● TASK DIRECTIONS: Below is a set of records; restate each one word for word.

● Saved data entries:
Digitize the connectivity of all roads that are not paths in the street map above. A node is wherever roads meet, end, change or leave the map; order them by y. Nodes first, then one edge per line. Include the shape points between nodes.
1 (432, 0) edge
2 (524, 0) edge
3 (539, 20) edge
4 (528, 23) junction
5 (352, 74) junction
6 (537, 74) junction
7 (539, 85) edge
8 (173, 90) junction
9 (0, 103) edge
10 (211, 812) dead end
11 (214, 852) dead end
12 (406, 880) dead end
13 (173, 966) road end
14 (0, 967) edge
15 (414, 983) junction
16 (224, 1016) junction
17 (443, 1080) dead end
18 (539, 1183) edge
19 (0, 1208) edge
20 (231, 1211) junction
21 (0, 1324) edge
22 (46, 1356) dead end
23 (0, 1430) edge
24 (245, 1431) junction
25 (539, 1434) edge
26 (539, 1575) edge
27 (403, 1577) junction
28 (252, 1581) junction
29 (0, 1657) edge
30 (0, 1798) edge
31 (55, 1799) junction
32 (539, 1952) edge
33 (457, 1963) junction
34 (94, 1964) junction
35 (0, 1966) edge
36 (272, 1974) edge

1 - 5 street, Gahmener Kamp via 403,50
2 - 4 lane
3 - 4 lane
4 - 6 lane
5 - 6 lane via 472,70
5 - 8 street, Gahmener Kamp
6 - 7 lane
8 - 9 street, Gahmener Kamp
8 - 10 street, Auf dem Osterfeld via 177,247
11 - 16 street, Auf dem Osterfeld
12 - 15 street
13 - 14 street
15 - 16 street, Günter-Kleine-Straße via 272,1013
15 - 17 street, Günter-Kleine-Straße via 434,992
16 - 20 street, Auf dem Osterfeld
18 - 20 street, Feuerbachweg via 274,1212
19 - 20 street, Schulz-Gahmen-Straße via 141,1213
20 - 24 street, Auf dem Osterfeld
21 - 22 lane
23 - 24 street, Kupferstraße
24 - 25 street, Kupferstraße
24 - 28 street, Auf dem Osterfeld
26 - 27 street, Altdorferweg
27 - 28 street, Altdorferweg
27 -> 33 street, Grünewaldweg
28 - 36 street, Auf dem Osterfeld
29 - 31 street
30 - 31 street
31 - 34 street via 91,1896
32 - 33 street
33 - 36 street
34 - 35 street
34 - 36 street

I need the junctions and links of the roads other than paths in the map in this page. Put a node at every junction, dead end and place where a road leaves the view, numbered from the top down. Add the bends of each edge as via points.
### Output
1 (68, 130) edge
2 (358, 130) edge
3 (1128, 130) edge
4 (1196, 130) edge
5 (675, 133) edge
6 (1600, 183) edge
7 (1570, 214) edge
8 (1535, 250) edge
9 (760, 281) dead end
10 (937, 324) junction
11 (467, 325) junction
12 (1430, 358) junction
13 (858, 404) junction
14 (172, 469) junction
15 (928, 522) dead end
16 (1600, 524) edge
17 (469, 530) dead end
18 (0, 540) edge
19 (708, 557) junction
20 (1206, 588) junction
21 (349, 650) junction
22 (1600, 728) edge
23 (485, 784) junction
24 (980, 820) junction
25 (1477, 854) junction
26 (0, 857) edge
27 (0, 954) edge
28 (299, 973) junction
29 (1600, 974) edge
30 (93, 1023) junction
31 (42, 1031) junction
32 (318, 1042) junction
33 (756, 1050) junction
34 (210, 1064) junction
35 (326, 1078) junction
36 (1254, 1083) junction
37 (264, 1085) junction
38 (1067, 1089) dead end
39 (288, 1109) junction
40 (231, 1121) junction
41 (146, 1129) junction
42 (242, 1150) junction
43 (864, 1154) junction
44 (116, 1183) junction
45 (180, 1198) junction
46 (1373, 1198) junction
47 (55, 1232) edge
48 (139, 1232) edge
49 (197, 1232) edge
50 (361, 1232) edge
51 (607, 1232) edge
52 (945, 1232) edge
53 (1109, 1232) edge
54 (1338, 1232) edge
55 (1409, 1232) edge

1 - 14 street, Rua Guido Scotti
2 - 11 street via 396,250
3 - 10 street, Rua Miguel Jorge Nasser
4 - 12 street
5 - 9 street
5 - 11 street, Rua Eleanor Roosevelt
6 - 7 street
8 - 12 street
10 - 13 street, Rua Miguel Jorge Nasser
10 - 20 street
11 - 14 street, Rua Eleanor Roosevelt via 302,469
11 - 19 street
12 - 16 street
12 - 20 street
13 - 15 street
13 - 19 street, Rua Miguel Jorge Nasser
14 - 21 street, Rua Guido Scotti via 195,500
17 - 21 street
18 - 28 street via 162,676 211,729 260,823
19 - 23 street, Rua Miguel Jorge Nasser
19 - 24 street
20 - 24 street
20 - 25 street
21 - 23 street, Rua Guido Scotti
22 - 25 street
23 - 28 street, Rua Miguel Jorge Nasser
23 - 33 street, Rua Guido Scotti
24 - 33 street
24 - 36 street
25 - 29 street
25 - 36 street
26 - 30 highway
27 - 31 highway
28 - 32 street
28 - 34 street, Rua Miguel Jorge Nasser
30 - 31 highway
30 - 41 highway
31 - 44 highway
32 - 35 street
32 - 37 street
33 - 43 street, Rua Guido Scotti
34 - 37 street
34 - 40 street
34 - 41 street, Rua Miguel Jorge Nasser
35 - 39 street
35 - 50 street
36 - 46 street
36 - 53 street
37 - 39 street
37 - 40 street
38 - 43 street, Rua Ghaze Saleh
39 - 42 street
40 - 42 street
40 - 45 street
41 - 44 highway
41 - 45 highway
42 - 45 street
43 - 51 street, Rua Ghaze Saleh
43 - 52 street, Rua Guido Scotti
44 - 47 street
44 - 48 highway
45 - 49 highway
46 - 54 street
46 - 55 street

● PROBLEM SOLUTION:
Digitize the connectivity of all roads that are not paths in the street map above. A node is wherever roads meet, end, change or leave the map; order them by y. Nodes first, then one edge per line. Include the shape points between nodes.
1 (432, 0) edge
2 (524, 0) edge
3 (539, 20) edge
4 (528, 23) junction
5 (352, 74) junction
6 (537, 74) junction
7 (539, 85) edge
8 (173, 90) junction
9 (0, 103) edge
10 (211, 812) dead end
11 (214, 852) dead end
12 (406, 880) dead end
13 (173, 966) road end
14 (0, 967) edge
15 (414, 983) junction
16 (224, 1016) junction
17 (443, 1080) dead end
18 (539, 1183) edge
19 (0, 1208) edge
20 (231, 1211) junction
21 (0, 1324) edge
22 (46, 1356) dead end
23 (0, 1430) edge
24 (245, 1431) junction
25 (539, 1434) edge
26 (539, 1575) edge
27 (403, 1577) junction
28 (252, 1581) junction
29 (0, 1657) edge
30 (0, 1798) edge
31 (55, 1799) junction
32 (539, 1952) edge
33 (457, 1963) junction
34 (94, 1964) junction
35 (0, 1966) edge
36 (272, 1974) edge

1 - 5 street, Gahmener Kamp via 403,50
2 - 4 lane
3 - 4 lane
4 - 6 lane
5 - 6 lane via 472,70
5 - 8 street, Gahmener Kamp
6 - 7 lane
8 - 9 street, Gahmener Kamp
8 - 10 street, Auf dem Osterfeld via 177,247
11 - 16 street, Auf dem Osterfeld
12 - 15 street
13 - 14 street
15 - 16 street, Günter-Kleine-Straße via 272,1013
15 - 17 street, Günter-Kleine-Straße via 434,992
16 - 20 street, Auf dem Osterfeld
18 - 20 street, Feuerbachweg via 274,1212
19 - 20 street, Schulz-Gahmen-Straße via 141,1213
20 - 24 street, Auf dem Osterfeld
21 - 22 lane
23 - 24 street, Kupferstraße
24 - 25 street, Kupferstraße
24 - 28 street, Auf dem Osterfeld
26 - 27 street, Altdorferweg
27 - 28 street, Altdorferweg
27 -> 33 street, Grünewaldweg
28 - 36 street, Auf dem Osterfeld
29 - 31 street
30 - 31 street
31 - 34 street via 91,1896
32 - 33 street
33 - 36 street
34 - 35 street
34 - 36 street

I need the junctions and links of the roads other than paths in the map in this page. Put a node at every junction, dead end and place where a road leaves the view, numbered from the top down. Add the bends of each edge as via points.
### Output
1 (68, 130) edge
2 (358, 130) edge
3 (1128, 130) edge
4 (1196, 130) edge
5 (675, 133) edge
6 (1600, 183) edge
7 (1570, 214) edge
8 (1535, 250) edge
9 (760, 281) dead end
10 (937, 324) junction
11 (467, 325) junction
12 (1430, 358) junction
13 (858, 404) junction
14 (172, 469) junction
15 (928, 522) dead end
16 (1600, 524) edge
17 (469, 530) dead end
18 (0, 540) edge
19 (708, 557) junction
20 (1206, 588) junction
21 (349, 650) junction
22 (1600, 728) edge
23 (485, 784) junction
24 (980, 820) junction
25 (1477, 854) junction
26 (0, 857) edge
27 (0, 954) edge
28 (299, 973) junction
29 (1600, 974) edge
30 (93, 1023) junction
31 (42, 1031) junction
32 (318, 1042) junction
33 (756, 1050) junction
34 (210, 1064) junction
35 (326, 1078) junction
36 (1254, 1083) junction
37 (264, 1085) junction
38 (1067, 1089) dead end
39 (288, 1109) junction
40 (231, 1121) junction
41 (146, 1129) junction
42 (242, 1150) junction
43 (864, 1154) junction
44 (116, 1183) junction
45 (180, 1198) junction
46 (1373, 1198) junction
47 (55, 1232) edge
48 (139, 1232) edge
49 (197, 1232) edge
50 (361, 1232) edge
51 (607, 1232) edge
52 (945, 1232) edge
53 (1109, 1232) edge
54 (1338, 1232) edge
55 (1409, 1232) edge

1 - 14 street, Rua Guido Scotti
2 - 11 street via 396,250
3 - 10 street, Rua Miguel Jorge Nasser
4 - 12 street
5 - 9 street
5 - 11 street, Rua Eleanor Roosevelt
6 - 7 street
8 - 12 street
10 - 13 street, Rua Miguel Jorge Nasser
10 - 20 street
11 - 14 street, Rua Eleanor Roosevelt via 302,469
11 - 19 street
12 - 16 street
12 - 20 street
13 - 15 street
13 - 19 street, Rua Miguel Jorge Nasser
14 - 21 street, Rua Guido Scotti via 195,500
17 - 21 street
18 - 28 street via 162,676 211,729 260,823
19 - 23 street, Rua Miguel Jorge Nasser
19 - 24 street
20 - 24 street
20 - 25 street
21 - 23 street, Rua Guido Scotti
22 - 25 street
23 - 28 street, Rua Miguel Jorge Nasser
23 - 33 street, Rua Guido Scotti
24 - 33 street
24 - 36 street
25 - 29 street
25 - 36 street
26 - 30 highway
27 - 31 highway
28 - 32 street
28 - 34 street, Rua Miguel Jorge Nasser
30 - 31 highway
30 - 41 highway
31 - 44 highway
32 - 35 street
32 - 37 street
33 - 43 street, Rua Guido Scotti
34 - 37 street
34 - 40 street
34 - 41 street, Rua Miguel Jorge Nasser
35 - 39 street
35 - 50 street
36 - 46 street
36 - 53 street
37 - 39 street
37 - 40 street
38 - 43 street, Rua Ghaze Saleh
39 - 42 street
40 - 42 street
40 - 45 street
41 - 44 highway
41 - 45 highway
42 - 45 street
43 - 51 street, Rua Ghaze Saleh
43 - 52 street, Rua Guido Scotti
44 - 47 street
44 - 48 highway
45 - 49 highway
46 - 54 street
46 - 55 street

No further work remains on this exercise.